In the hours following the incident, a huge range of Western leaders also reacted on social media. The secretary-general of NATO, the president of the European Commission, and the U.S. secretary of state were among those who condemned the hijacking. The prime minister of Lithuania went to meet the plane when it finally landed in Vilnius, many hours behind schedule. Latvia has already expelled the Belarus ambassador; Britain has already banned the Belarus national airline. In the next few days, more repercussions will be coordinated, possibly including new economic sanctions on Belarus, or the suspension of flights to the country. Another strange incident today also served to remind Europeans that Belarus is not just a lawless, dangerous place, but a lawless, dangerous place right on the EU’s border: A Lufthansa plane due to fly to Frankfurt from Minsk was delayed, again because of alleged bomb threats. Some observers feared that the passengers would become hostages. Just as the Russian invasion of Ukraine eventually caused a backlash on the rest of the continent, the human-rights catastrophe in Belarus will inevitably affect other Europeans.

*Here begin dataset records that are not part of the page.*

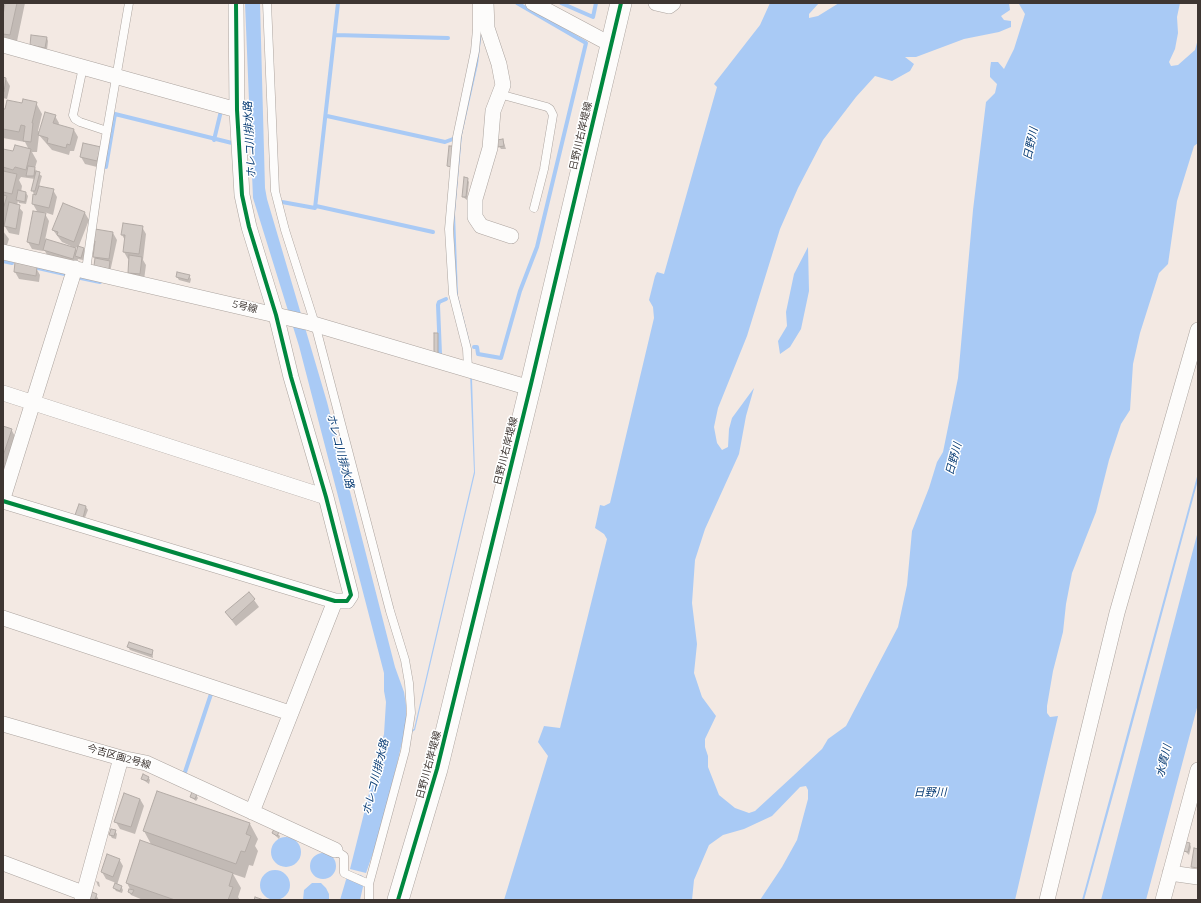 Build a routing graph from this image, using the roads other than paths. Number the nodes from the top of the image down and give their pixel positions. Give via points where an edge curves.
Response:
1 (129, 3) edge
2 (236, 3) edge
3 (267, 3) edge
4 (477, 3) edge
5 (486, 3) edge
6 (533, 3) edge
7 (621, 3) edge
8 (656, 3) edge
9 (673, 3) edge
10 (610, 44) junction
11 (3, 45) edge
12 (83, 67) junction
13 (118, 77) junction
14 (500, 94) junction
15 (237, 110) junction
16 (107, 131) junction
17 (534, 208) dead end
18 (511, 236) dead end
19 (3, 252) edge
20 (81, 269) junction
21 (280, 316) junction
22 (313, 323) junction
23 (1198, 330) edge
24 (468, 369) junction
25 (530, 388) junction
26 (3, 393) edge
27 (33, 403) junction
28 (326, 497) junction
29 (3, 499) edge
30 (335, 601) junction
31 (3, 618) edge
32 (290, 713) junction
33 (3, 724) edge
34 (121, 758) junction
35 (1198, 770) edge
36 (252, 812) junction
37 (335, 850) joint
38 (3, 863) edge
39 (1170, 873) junction
40 (1198, 877) edge
41 (369, 884) junction
42 (83, 897) edge
43 (369, 900) edge
44 (398, 900) edge
45 (1047, 900) edge
46 (1163, 900) edge

1 - 13 lane
2 - 15 street
3 - 22 lane via 275,191
4 - 24 lane via 474,51 457,137 449,229 453,294 467,349
5 - 14 street via 487,28 503,85
6 - 10 street
7 - 10 street, 日野川右岸堤線
8 - 9 street via 669,6
10 - 25 street, 日野川右岸堤線
11 - 12 street
12 - 13 street
12 - 16 lane via 73,115 80,122
13 - 15 street
13 - 16 lane
14 - 17 lane via 547,107 553,115 543,175
14 - 18 street via 493,111 490,148 475,199 475,217 481,226
15 - 21 street via 242,195 249,227
16 - 20 lane
19 - 20 street, 5号線
20 - 21 street, 5号線
20 - 27 street
21 - 22 street, 5号線
21 - 28 street via 291,377
22 - 24 street, 5号線
22 - 41 lane via 405,660 409,683 411,713 405,751
23 - 45 street via 1117,613
24 - 25 street, 5号線
25 - 44 street, 日野川右岸堤線 via 437,769
26 - 27 street
27 - 28 street
27 - 29 street
28 - 30 street via 352,595 347,601
29 - 30 street
30 - 32 street
31 - 32 street
32 - 36 street
33 - 34 street, 今吉区画2号線
34 - 36 street, 今吉区画2号線 via 146,763
34 - 42 street
35 - 39 street
36 - 37 street, 今吉区画2号線
37 - 41 lane via 344,856 344,873
38 - 42 street
39 - 40 street
39 - 46 street
41 - 43 lane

And not only Europeans: In autocratic capitals all over the world, dictators and their flunkies are also watching to see how the West reacts—whether Lukashenko gets away with it and whether, perhaps, this new tool of oppression will become available to them too. Invariably, others will seek to use it, if only because it sends a message to their dissident and exile communities: You are not safe. You are never safe. Not even if you live in a democracy; not even if you have political asylum; not even if you are sitting on a commercial plane, thousands of feet above the ground.

Anne Applebaum is a staff writer at The Atlantic.